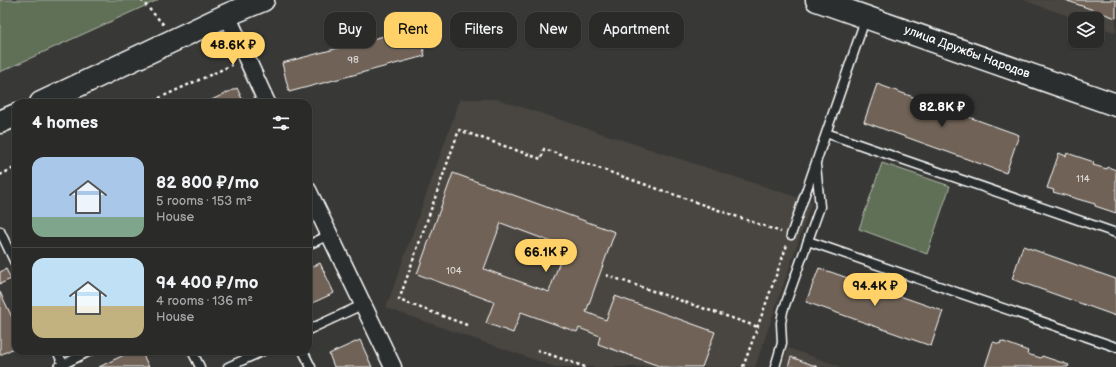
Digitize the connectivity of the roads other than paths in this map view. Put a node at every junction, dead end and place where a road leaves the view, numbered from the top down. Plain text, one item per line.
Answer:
1 (263, 0) edge
2 (817, 0) edge
3 (227, 15) junction
4 (866, 17) junction
5 (52, 99) edge
6 (265, 99) edge
7 (1116, 105) edge
8 (12, 117) edge
9 (0, 122) edge
10 (826, 133) junction
11 (816, 163) junction
12 (312, 199) edge
13 (0, 231) edge
14 (1116, 233) edge
15 (790, 235) road end
16 (329, 236) junction
17 (808, 241) junction
18 (312, 243) edge
19 (12, 256) edge
20 (362, 305) junction
21 (312, 328) edge
22 (1116, 347) edge
23 (58, 355) edge
24 (82, 355) edge
25 (194, 355) edge
26 (254, 355) edge
27 (306, 355) edge
28 (60, 366) edge
29 (200, 367) edge
30 (228, 367) edge
31 (311, 367) edge
32 (393, 367) edge
33 (775, 367) edge

1 - 3 street
2 - 4 street, улица Дружбы Народов
3 - 5 street
3 - 6 street
4 - 7 street, улица Дружбы Народов
4 - 10 lane
8 - 9 street
10 - 11 lane
10 - 14 lane
11 - 15 lane
11 - 17 lane
12 - 16 street
13 - 19 lane
16 - 18 lane
16 - 20 street
17 - 22 lane
17 - 33 lane
20 - 21 lane
20 - 32 street
23 - 28 lane
24 - 28 lane
25 - 29 lane
26 - 30 lane
27 - 31 lane

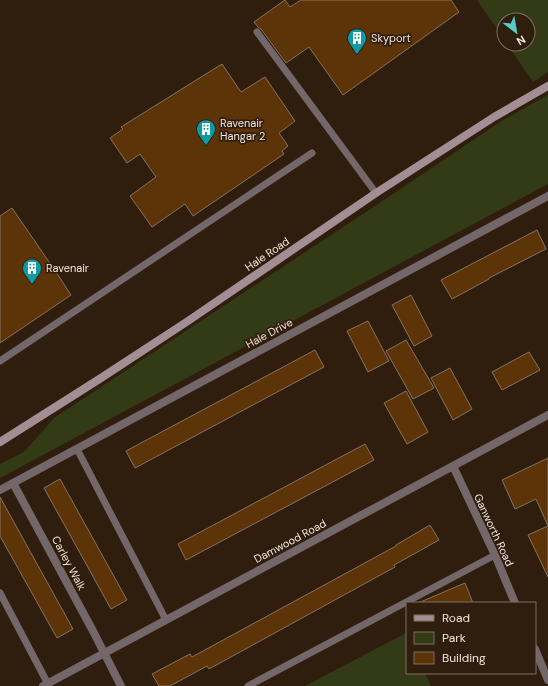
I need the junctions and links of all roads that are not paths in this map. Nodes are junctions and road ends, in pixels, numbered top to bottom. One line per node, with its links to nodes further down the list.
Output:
1 (257, 32): 4 (lane)
2 (548, 86): 4 (street, Hale Road)
3 (312, 153): 6 (lane)
4 (376, 194): 8 (street, Hale Road)
5 (548, 196): 9 (street, Hale Drive)
6 (0, 361)
7 (548, 415): 10 (street, Damwood Road)
8 (0, 442)
9 (77, 449): 11 (street, Hale Drive); 18 (lane)
10 (453, 466): 13 (street, Ganworth Road); 18 (street, Damwood Road)
11 (13, 484): 12 (street, Hale Drive); 20 (street, Carley Walk)
12 (0, 490)
13 (495, 555): 16 (lane); 17 (street, Ganworth Road)
14 (0, 593): 22 (lane)
15 (406, 602): 24 (lane)
16 (406, 602)
17 (515, 602)
18 (166, 620): 20 (street, Damwood Road)
19 (536, 651): 21 (street)
20 (104, 653): 22 (street, Damwood Road); 23 (street, Carley Walk)
21 (548, 680)
22 (45, 685)
23 (121, 686)
24 (248, 686)

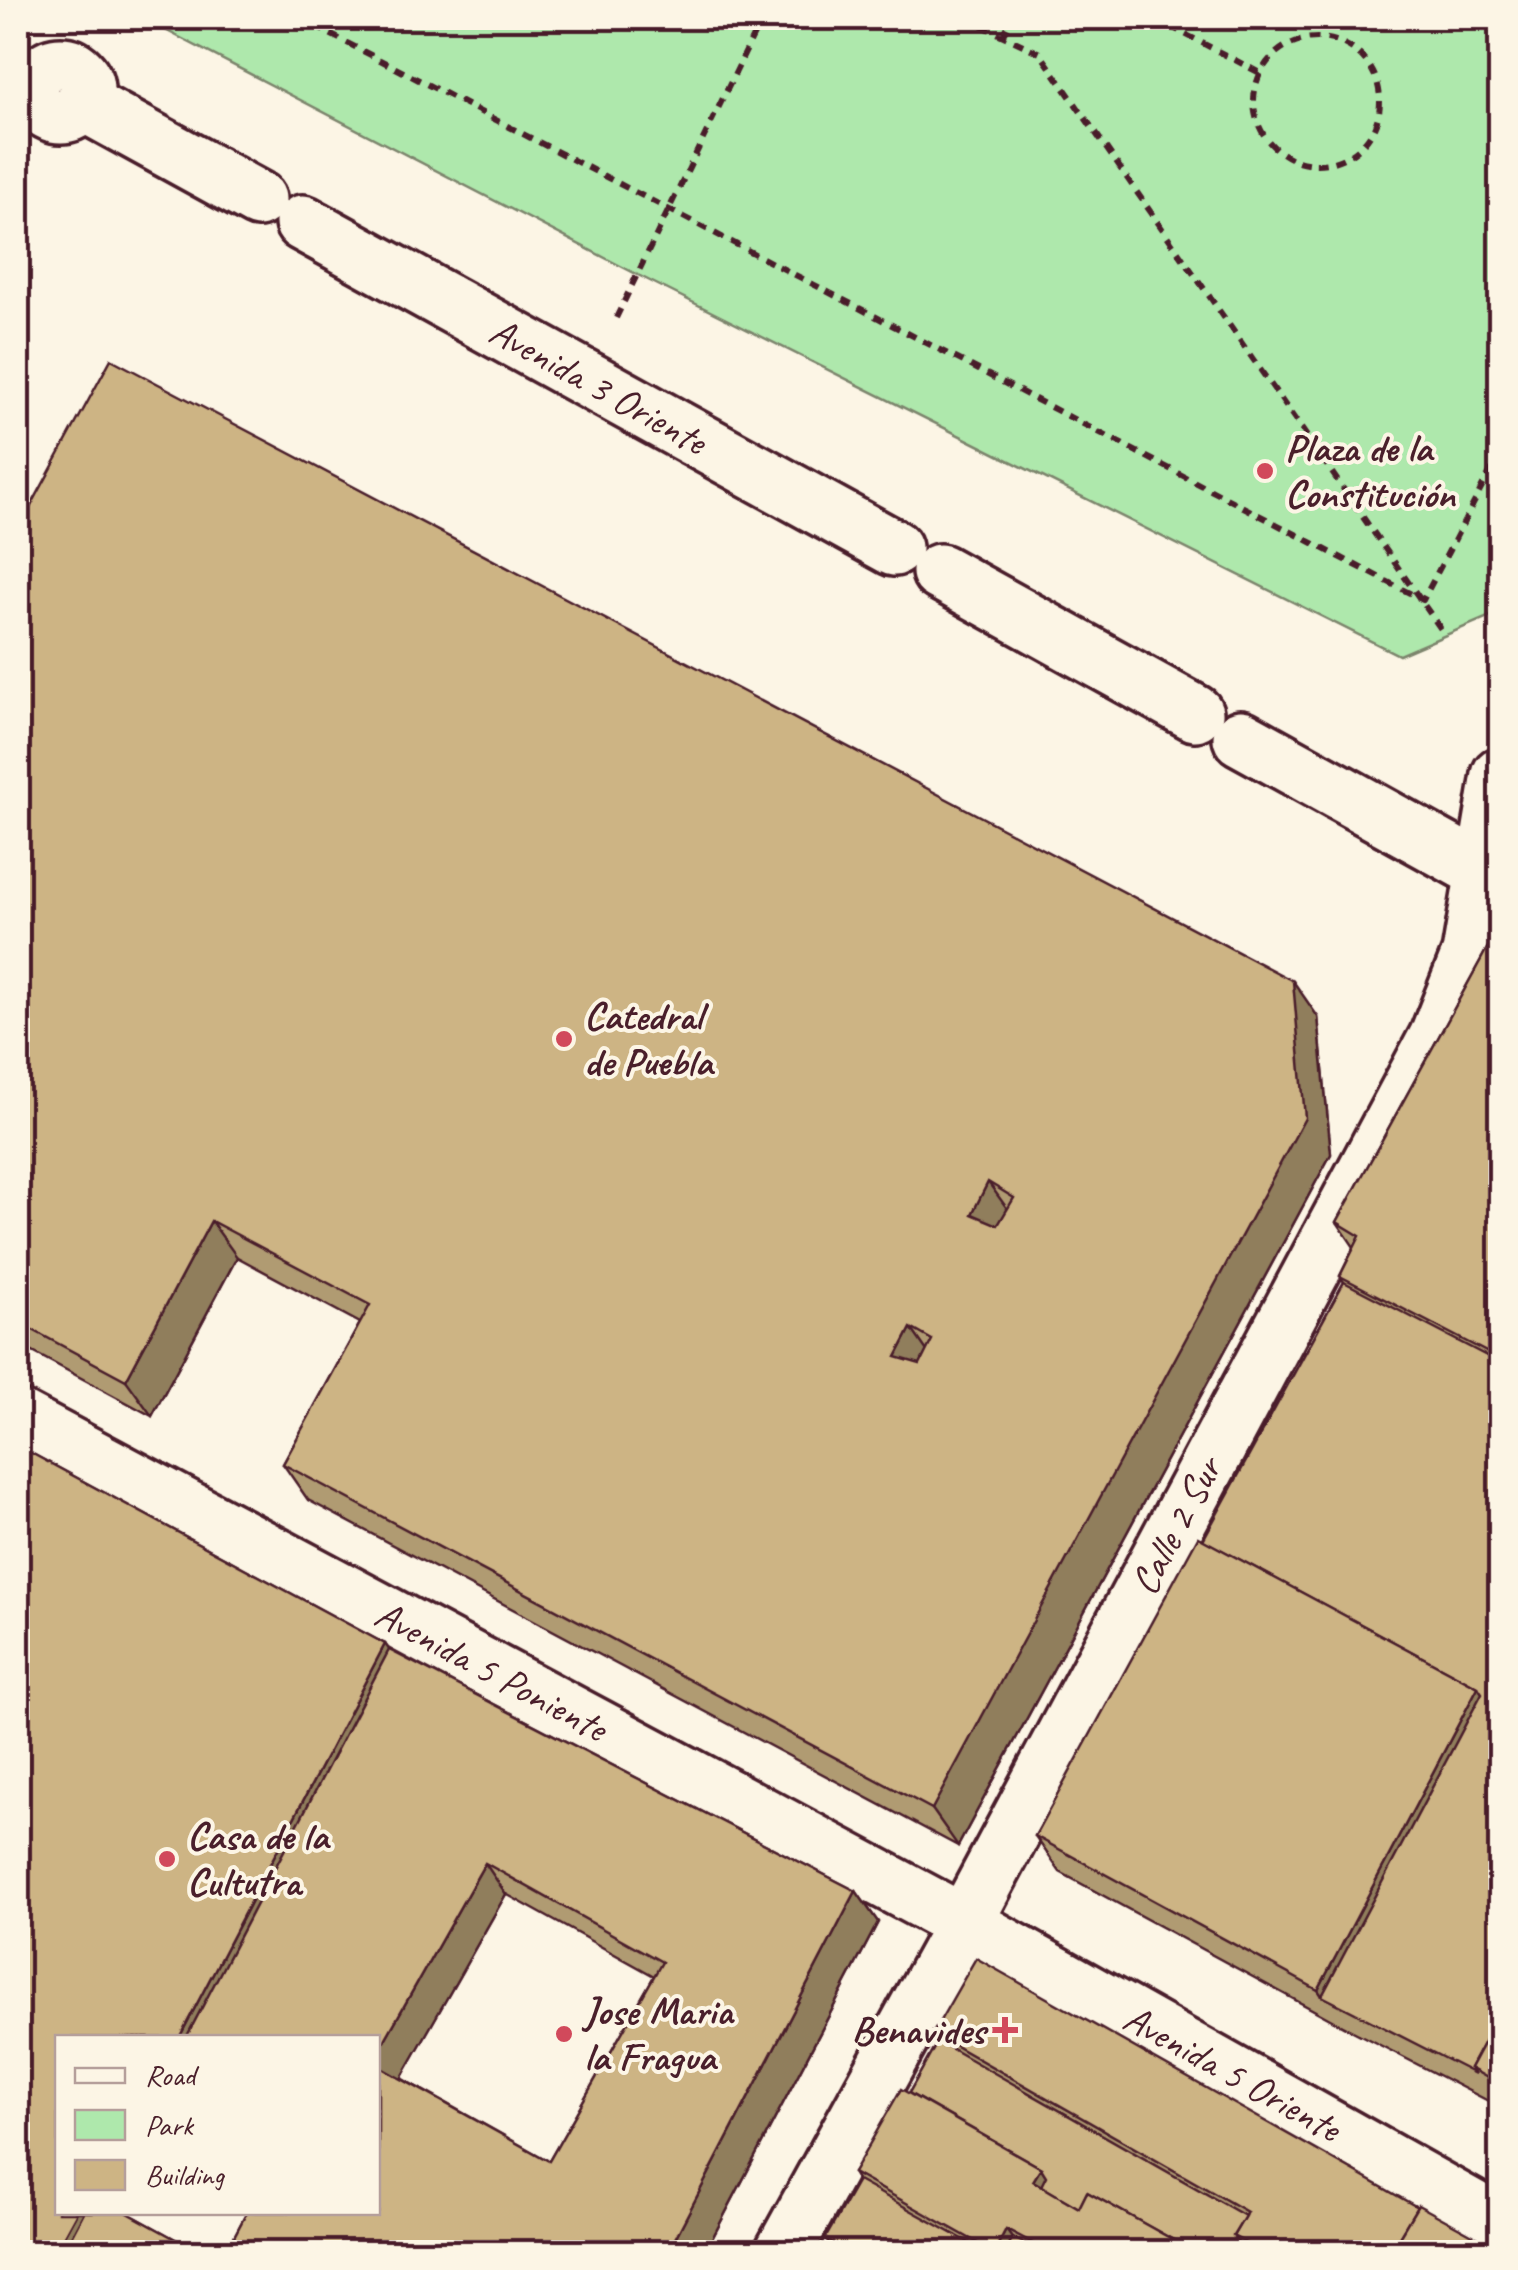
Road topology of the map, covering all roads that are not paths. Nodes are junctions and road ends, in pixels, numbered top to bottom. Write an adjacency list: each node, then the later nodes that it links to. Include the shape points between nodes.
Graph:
1 (46, 82): 3 (street, Avenida 3 Oriente)
2 (1500, 775): 3 (street, Calle 2 Sur)
3 (1492, 876): 5 (street, Calle 2 Sur, via 1438,1037)
4 (18, 1418): 5 (street, Avenida 5 Poniente)
5 (964, 1923): 6 (street, Avenida 5 Oriente); 7 (street, Calle 2 Sur)
6 (1500, 2224)
7 (783, 2252)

◇ ◇ ◇ ◇

The entire listing is to be printed exactly, with each picture omitted.

Digitize the connectivity of the roads other than paths in this map view. Put a node at every junction, dead end and place where a road leaves the view, numbered from the top down. Plain text, one item per line.
Answer:
1 (263, 0) edge
2 (817, 0) edge
3 (227, 15) junction
4 (866, 17) junction
5 (52, 99) edge
6 (265, 99) edge
7 (1116, 105) edge
8 (12, 117) edge
9 (0, 122) edge
10 (826, 133) junction
11 (816, 163) junction
12 (312, 199) edge
13 (0, 231) edge
14 (1116, 233) edge
15 (790, 235) road end
16 (329, 236) junction
17 (808, 241) junction
18 (312, 243) edge
19 (12, 256) edge
20 (362, 305) junction
21 (312, 328) edge
22 (1116, 347) edge
23 (58, 355) edge
24 (82, 355) edge
25 (194, 355) edge
26 (254, 355) edge
27 (306, 355) edge
28 (60, 366) edge
29 (200, 367) edge
30 (228, 367) edge
31 (311, 367) edge
32 (393, 367) edge
33 (775, 367) edge

1 - 3 street
2 - 4 street, улица Дружбы Народов
3 - 5 street
3 - 6 street
4 - 7 street, улица Дружбы Народов
4 - 10 lane
8 - 9 street
10 - 11 lane
10 - 14 lane
11 - 15 lane
11 - 17 lane
12 - 16 street
13 - 19 lane
16 - 18 lane
16 - 20 street
17 - 22 lane
17 - 33 lane
20 - 21 lane
20 - 32 street
23 - 28 lane
24 - 28 lane
25 - 29 lane
26 - 30 lane
27 - 31 lane

I need the junctions and links of all roads that are not paths in this map. Nodes are junctions and road ends, in pixels, numbered top to bottom. One line per node, with its links to nodes further down the list.
Output:
1 (257, 32): 4 (lane)
2 (548, 86): 4 (street, Hale Road)
3 (312, 153): 6 (lane)
4 (376, 194): 8 (street, Hale Road)
5 (548, 196): 9 (street, Hale Drive)
6 (0, 361)
7 (548, 415): 10 (street, Damwood Road)
8 (0, 442)
9 (77, 449): 11 (street, Hale Drive); 18 (lane)
10 (453, 466): 13 (street, Ganworth Road); 18 (street, Damwood Road)
11 (13, 484): 12 (street, Hale Drive); 20 (street, Carley Walk)
12 (0, 490)
13 (495, 555): 16 (lane); 17 (street, Ganworth Road)
14 (0, 593): 22 (lane)
15 (406, 602): 24 (lane)
16 (406, 602)
17 (515, 602)
18 (166, 620): 20 (street, Damwood Road)
19 (536, 651): 21 (street)
20 (104, 653): 22 (street, Damwood Road); 23 (street, Carley Walk)
21 (548, 680)
22 (45, 685)
23 (121, 686)
24 (248, 686)

Road topology of the map, covering all roads that are not paths. Nodes are junctions and road ends, in pixels, numbered top to bottom. Write an adjacency list: each node, then the later nodes that it links to. Include the shape points between nodes.
Graph:
1 (46, 82): 3 (street, Avenida 3 Oriente)
2 (1500, 775): 3 (street, Calle 2 Sur)
3 (1492, 876): 5 (street, Calle 2 Sur, via 1438,1037)
4 (18, 1418): 5 (street, Avenida 5 Poniente)
5 (964, 1923): 6 (street, Avenida 5 Oriente); 7 (street, Calle 2 Sur)
6 (1500, 2224)
7 (783, 2252)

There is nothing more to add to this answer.